The Year of the Snake is celebrated across Asia and globally where there’s a large Asian or Chinese diaspora. The New Year follows a lunar or lunisolar calendar across Asia, following the moon, which is why it doesn’t coincide with the Gregorian calendar starting January 1st. We start with a deep cleaning to sweep all the bad luck and the ‘old’ of the year before the first day, and avoid cleaning, cutting your hair, or buying new shoes for the next 15 days so as to not cut away good luck or invoke poverty.

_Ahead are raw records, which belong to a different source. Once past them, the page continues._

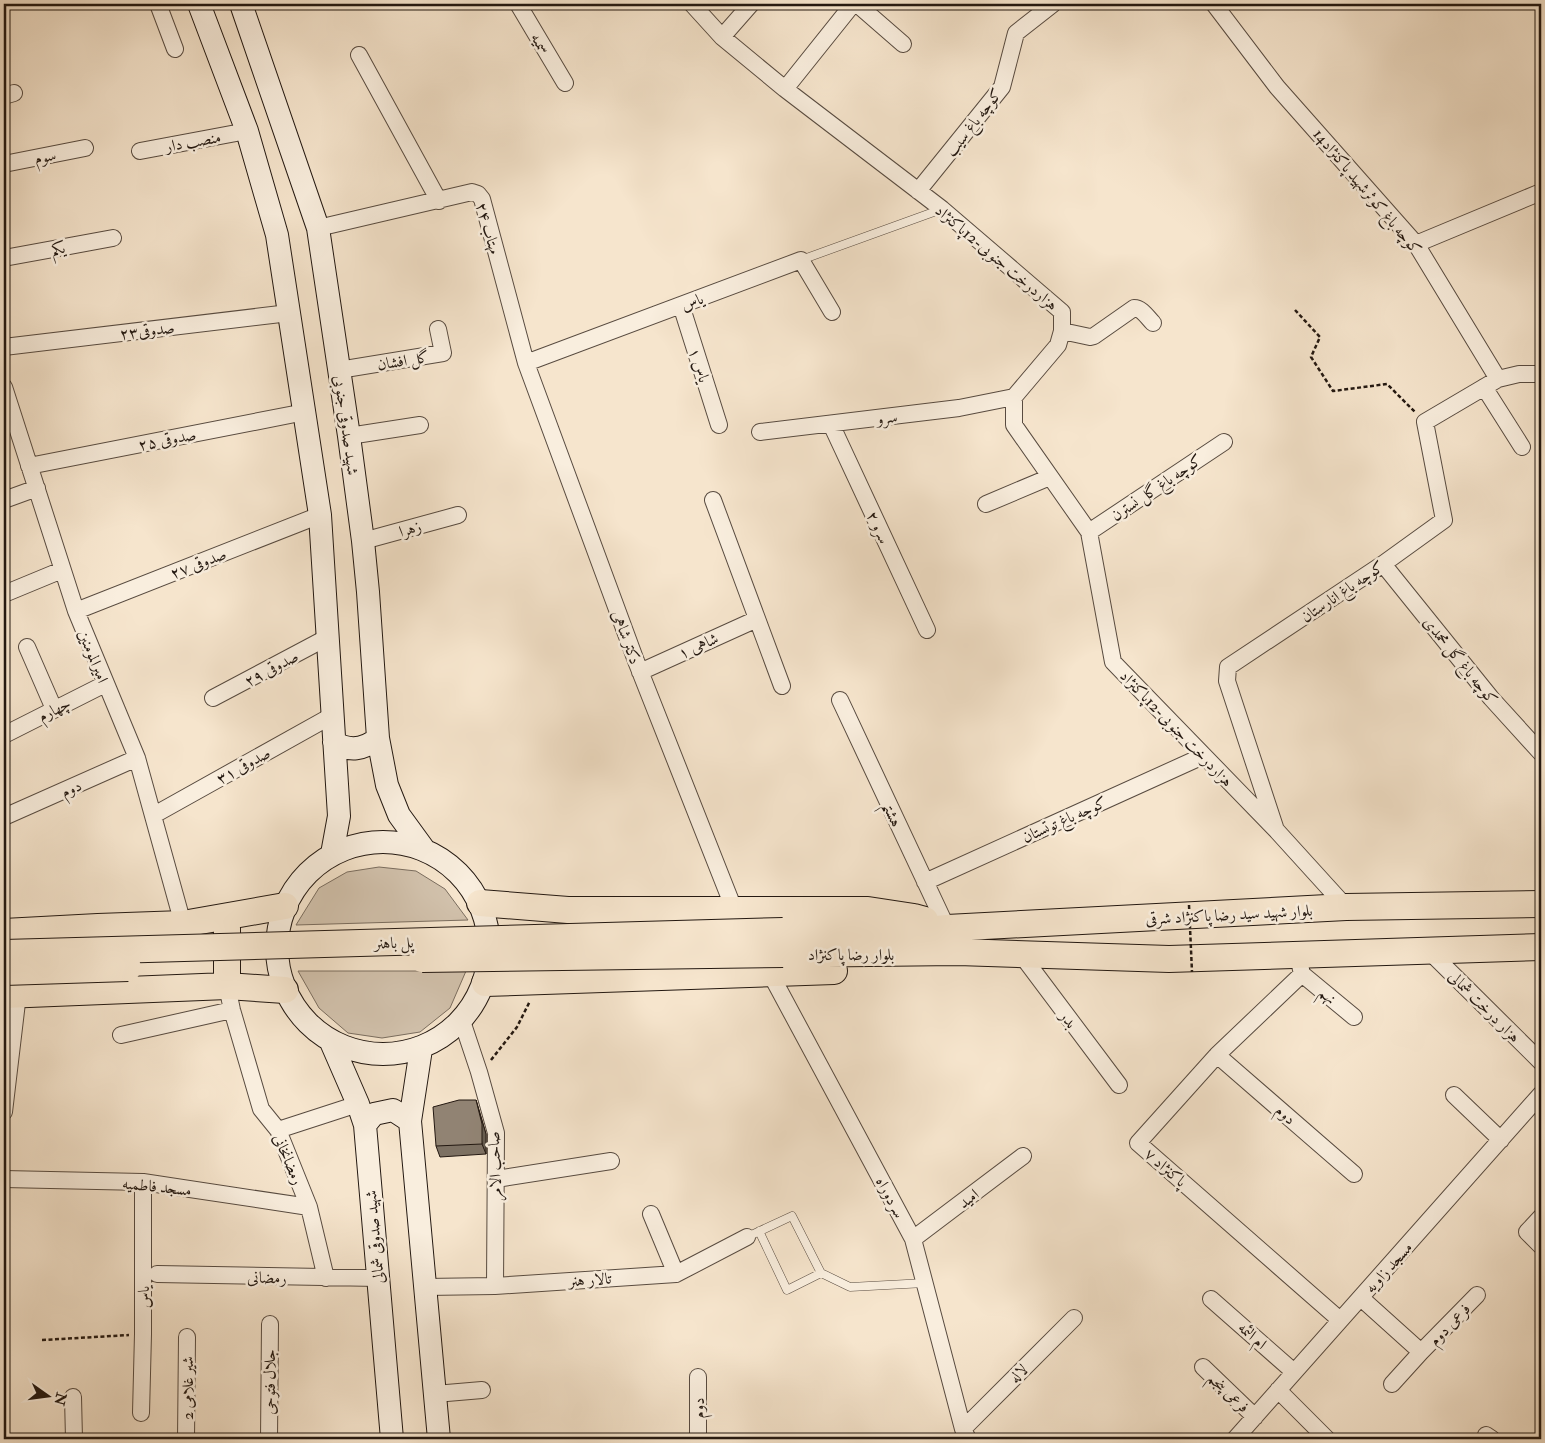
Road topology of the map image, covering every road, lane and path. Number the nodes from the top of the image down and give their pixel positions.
1 (158, 4) edge
2 (199, 4) edge
3 (241, 4) edge
4 (518, 4) edge
5 (692, 4) edge
6 (750, 4) edge
7 (855, 4) edge
8 (1053, 4) edge
9 (1214, 4) edge
10 (722, 37) junction
11 (903, 44) dead end
12 (174, 49) dead end
13 (359, 55) dead end
14 (565, 83) dead end
15 (785, 89) junction
16 (247, 131) junction
17 (85, 148) dead end
18 (140, 150) dead end
19 (4, 164) edge
20 (918, 191) junction
21 (1541, 192) edge
22 (439, 201) junction
23 (942, 209) junction
24 (318, 228) junction
25 (113, 238) dead end
26 (1416, 244) junction
27 (4, 258) edge
28 (801, 260) junction
29 (681, 305) junction
30 (1295, 310) dead end
31 (832, 312) dead end
32 (289, 313) junction
33 (1153, 323) dead end
34 (438, 329) dead end
35 (1062, 332) junction
36 (4, 347) edge
37 (526, 363) junction
38 (339, 370) junction
39 (1541, 374) edge
40 (1491, 383) junction
41 (4, 387) edge
42 (1014, 397) junction
43 (6, 404) edge
44 (305, 412) junction
45 (1425, 422) junction
46 (420, 424) dead end
47 (831, 424) junction
48 (719, 425) dead end
49 (760, 432) dead end
50 (349, 436) junction
51 (1224, 442) dead end
52 (1522, 447) dead end
53 (29, 466) junction
54 (1050, 477) junction
55 (37, 488) junction
56 (4, 500) edge
57 (713, 500) dead end
58 (986, 504) dead end
59 (320, 515) junction
60 (458, 515) dead end
61 (1088, 532) junction
62 (362, 542) junction
63 (1383, 564) junction
64 (62, 570) junction
65 (4, 594) edge
66 (76, 611) junction
67 (757, 618) junction
68 (927, 630) dead end
69 (328, 637) junction
70 (28, 646) dead end
71 (640, 672) junction
72 (105, 684) junction
73 (782, 686) dead end
74 (213, 698) dead end
75 (840, 700) dead end
76 (54, 709) junction
77 (333, 715) junction
78 (4, 736) edge
79 (378, 738) junction
80 (334, 742) junction
81 (1541, 754) edge
82 (1202, 756) junction
83 (137, 758) junction
84 (154, 815) junction
85 (4, 817) edge
86 (1277, 831) junction
87 (423, 848) junction
88 (332, 854) junction
89 (925, 882) junction
90 (480, 903) junction
91 (1541, 904) edge
92 (1189, 905) dead end
93 (285, 906) junction
94 (1346, 908) junction
95 (734, 909) junction
96 (568, 910) junction
97 (226, 916) junction
98 (183, 924) junction
99 (947, 928) junction
100 (4, 932) edge
101 (917, 942) junction
102 (1429, 950) junction
103 (1538, 951) edge
104 (958, 952) junction
105 (4, 953) edge
106 (779, 953) junction
107 (1020, 953) junction
108 (1300, 965) junction
109 (4, 972) edge
110 (1192, 972) dead end
111 (566, 979) junction
112 (539, 982) junction
113 (485, 983) junction
114 (285, 990) junction
115 (11, 994) edge
116 (230, 998) junction
117 (1354, 1017) dead end
118 (462, 1021) junction
119 (121, 1035) dead end
120 (331, 1042) junction
121 (421, 1049) junction
122 (1217, 1055) junction
123 (1541, 1062) edge
124 (479, 1072) junction
125 (1119, 1085) dead end
126 (1541, 1094) edge
127 (1454, 1095) dead end
128 (4, 1112) edge
129 (361, 1114) junction
130 (410, 1121) junction
131 (278, 1130) junction
132 (1501, 1140) junction
133 (1023, 1156) dead end
134 (611, 1161) dead end
135 (1354, 1174) dead end
136 (4, 1179) edge
137 (496, 1179) junction
138 (143, 1182) junction
139 (309, 1207) junction
140 (651, 1214) dead end
141 (1541, 1217) edge
142 (753, 1234) junction
143 (913, 1239) junction
144 (1541, 1246) edge
145 (821, 1273) junction
146 (156, 1274) dead end
147 (676, 1274) junction
148 (326, 1278) junction
149 (378, 1278) junction
150 (925, 1283) junction
151 (495, 1286) junction
152 (425, 1287) junction
153 (1477, 1295) dead end
154 (1361, 1298) junction
155 (1211, 1299) dead end
156 (1074, 1318) dead end
157 (1340, 1320) junction
158 (270, 1324) dead end
159 (143, 1334) junction
160 (187, 1337) dead end
161 (42, 1340) dead end
162 (1421, 1352) junction
163 (1202, 1367) dead end
164 (1294, 1372) junction
165 (698, 1377) dead end
166 (1392, 1384) dead end
167 (482, 1390) dead end
168 (1278, 1390) junction
169 (434, 1394) junction
170 (73, 1397) dead end
171 (141, 1413) dead end
172 (1255, 1417) junction
173 (966, 1434) edge
174 (74, 1439) edge
175 (186, 1439) edge
176 (269, 1439) edge
177 (392, 1439) edge
178 (439, 1439) edge
179 (698, 1439) edge
180 (1235, 1439) edge
181 (1327, 1439) edge

1 - 12 street
2 - 16 main road
3 - 24 main road, شهید صدوقی جنوبی
4 - 14 street, سمیه
5 - 10 street, هزاردرخت جنوبی-12پاکنژاد
6 - 10 street
7 - 11 street
7 - 15 street
8 - 20 street, کوچه باغ سیب
9 - 26 street, کوچه باغ کوثرشهید پاکنژاد14
10 - 15 street, هزاردرخت جنوبی-12پاکنژاد
13 - 22 street
15 - 20 street, هزاردرخت جنوبی-12پاکنژاد
16 - 18 street, منصب دار
16 - 32 main road
17 - 19 street, سوم
20 - 23 street, هزاردرخت جنوبی-12پاکنژاد
21 - 26 street
22 - 24 street, مهتاب ۲۴
22 - 37 street, مهتاب ۲۴
23 - 28 lane
23 - 35 street, هزاردرخت جنوبی-12پاکنژاد
24 - 38 main road, شهید صدوقی جنوبی
25 - 27 street, یکم
26 - 40 street, کوچه باغ کوثرشهید پاکنژاد14
28 - 29 street, یاس
28 - 31 street
29 - 37 street, یاس
29 - 48 street, یاس ۱
30 - 45 path
32 - 36 street, صدوقی۲۳
32 - 44 main road
33 - 35 street
34 - 38 street, گل افشان
35 - 42 street, هزاردرخت جنوبی-12پاکنژاد
37 - 71 street, دکتر شاهی
38 - 50 main road, شهید صدوقی جنوبی
39 - 40 street
40 - 45 street
40 - 52 street, کوچه باغ کوثرشهید پاکنژاد14
41 - 43 street, امیرالمومنین
42 - 47 street, سرو
42 - 54 street, هزاردرخت جنوبی-12پاکنژاد
43 - 53 street, امیرالمومنین
44 - 53 street, صدوقی ۲۵
44 - 59 main road
45 - 63 street, کوچه باغ انارستان
46 - 50 street
47 - 49 street, سرو
47 - 68 street, سرو ۲
50 - 62 main road, شهید صدوقی جنوبی
51 - 61 street, کوچه باغ گل نسترن
53 - 55 street, امیرالمومنین
54 - 58 street
54 - 61 street, هزاردرخت جنوبی-12پاکنژاد
55 - 56 street
55 - 64 street, امیرالمومنین
57 - 67 street
59 - 66 street, صدوقی ۲۷
59 - 69 main road
60 - 62 street, زهرا
61 - 82 street, هزاردرخت جنوبی-12پاکنژاد
62 - 79 main road, شهید صدوقی جنوبی
63 - 81 street, کوچه باغ گل محمدی
63 - 86 street, کوچه باغ انارستان
64 - 65 street
64 - 66 street, امیرالمومنین
66 - 72 street, امیرالمومنین
67 - 71 street, شاهی ۱
67 - 73 street
69 - 74 street, صدوقی ۲۹
69 - 77 main road
70 - 76 street
71 - 95 street, دکتر شاهی
72 - 76 street, چهارم
72 - 83 street, امیرالمومنین
75 - 89 street, هشتم
76 - 78 street, چهارم
77 - 80 main road
77 - 84 street, صدوقی ۳۱
79 - 80 main road
79 - 87 main road, شهید صدوقی جنوبی
80 - 88 main road
82 - 86 street, هزاردرخت جنوبی-12پاکنژاد
82 - 89 street, کوچه باغ توتستان
83 - 84 street, امیرالمومنین
83 - 85 street, دوم
84 - 98 street, امیرالمومنین
86 - 94 street, هزاردرخت جنوبی-12پاکنژاد
87 - 88 main road
87 - 90 main road
88 - 93 main road
89 - 99 street, هشتم
90 - 96 main road
90 - 113 main road
91 - 94 main road, بلوار شهید سید رضا پاکنژاد شرقی
92 - 110 path, bridge
93 - 97 main road
93 - 114 main road
94 - 99 main road, بلوار شهید سید رضا پاکنژاد شرقی
95 - 96 main road
95 - 99 main road
96 - 111 main road
97 - 98 main road
97 - 116 main road
98 - 100 main road
99 - 101 main road, بلوار شهید سید رضا پاکنژاد شرقی
101 - 104 main road
101 - 106 main road, بلوار رضا پاکنژاد
102 - 103 main road
102 - 108 main road
102 - 123 street, هزار درخت شمالی
104 - 106 main road
104 - 107 main road
105 - 106 main road, پل باهنر, bridge
106 - 109 main road, پل باهنر, bridge
106 - 111 main road
106 - 143 street, سردوراه
107 - 108 main road
107 - 125 street, بدر
108 - 117 street, نهم
108 - 122 street, پاکنژاد ۷
111 - 112 main road
112 - 113 main road
112 - 124 path
113 - 118 main road
114 - 116 main road
114 - 120 main road
115 - 116 main road
115 - 128 street
116 - 119 street
116 - 131 street, رمضانخانی
118 - 121 main road
118 - 124 street, صاحب الامر
120 - 121 main road
120 - 129 main road, شهید صدوقی شمالی
121 - 130 main road
122 - 135 street, دوم
122 - 157 street, پاکنژاد ۷
124 - 137 street, صاحب الامر
126 - 132 street, مسجد زاویه
127 - 132 street
129 - 130 main road
129 - 131 street
129 - 149 main road, شهید صدوقی شمالی
130 - 152 main road
131 - 139 street, رمضانخانی
132 - 154 street, مسجد زاویه
133 - 143 street, امید
134 - 137 street
136 - 138 street, مسجد فاطمیه
137 - 151 street, صاحب الامر
138 - 139 street, مسجد فاطمیه
138 - 159 street, یاس
139 - 148 street, رمضانخانی
140 - 147 street
141 - 144 street
142 - 145 lane
142 - 145 lane
142 - 147 street, تالار هنر
143 - 150 street, سردوراه
145 - 150 lane
146 - 148 street, رمضانی
147 - 151 street, تالار هنر
148 - 149 street, رمضانی
149 - 177 main road, شهید صدوقی شمالی
150 - 173 street, سردوراه
151 - 152 street, تالار هنر
152 - 169 main road
153 - 162 street, فرعی دوم
154 - 157 street, مسجد زاویه
154 - 162 street, فرعی دوم
155 - 164 street, ام الئمه
156 - 173 street, لاله
157 - 164 street, مسجد زاویه
158 - 176 street, جلال فتوحی
159 - 161 path
159 - 171 street, یاس
160 - 175 street, شیر غلامی 2
162 - 166 street, فرعی دوم
163 - 172 street, فرعی پنجم
164 - 168 street, مسجد زاویه
165 - 179 street, دوم
167 - 169 street
168 - 172 street, مسجد زاویه
168 - 181 street
169 - 178 main road
170 - 174 street
172 - 180 street, مسجد زاویه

Many NY dishes involve Chinese black mushroom (longevity), abalone (assurance of surplus), and lettuce (wealth). Other popular dishes include a whole fish (good beginning and end of the year)  and long noodles (long life) that should be eaten in one go.

A time with family and friends

Growing up in Hong Kong, celebrating our New Year is the largest and most exciting celebration in the calendar. It means seeing all my family, eating tons of candies, dried fruits, and nuts, and remembering tons of greetings, wishing everything from health, wealth, and happiness, to impress my grandparents the most for 利是 (lai see in Cantonese, 红包 hóngbāo in Mandarin)- decorated red envelopes with money inside.

We celebrate the defeat of the monster Nian (translates to ‘year’) who terrorised a village and was beaten by firecrackers and red by wearing red and throwing firework shows. Grandmas tut at you for wearing anything ‘too light’ or ‘too dark’, homes fill with bright flowers and tangerine bushes that are reminiscent of Chinese gold ingots.

Families visit temples and give offerings for a good year, and stack food at ancestral altars. Shops offer you some variation of 8% off (8 sounds like ‘wealth’ or ‘prosperity’), and you spend your days eating various grandmas’ and aunts’ cooking until you’re stuffed full.

Variations of lion dancers appear across Asia, all symbolising the warding of evil spirits and the welcoming of good fortune.

Traditions across Asia

That being said, NY traditions vary across Asia. In Vietnam, Tết also involves the celebration of teachers, with students bringing gifts of fruits and food. Taiwan eats pineapple cakes because they sound like “good fortune” in Hokkien. Young Koreans perform 세배 (sebae), a traditional bow along with a fortune blessing for a white envelope or a silk bag with money. In fact, countries like Mongolia and Tibet don’t follow the same calendar but their own local variations of a Uyghur lunisolar calendar, so their new year sometimes starts later in March.

Through all these traditions, core tenets remain. It’s a massive celebration welcoming in everything bright, prosperous, and new with all your loved ones.

I wish you all a prosperous New Year, filled with many new beginnings. How will you celebrate?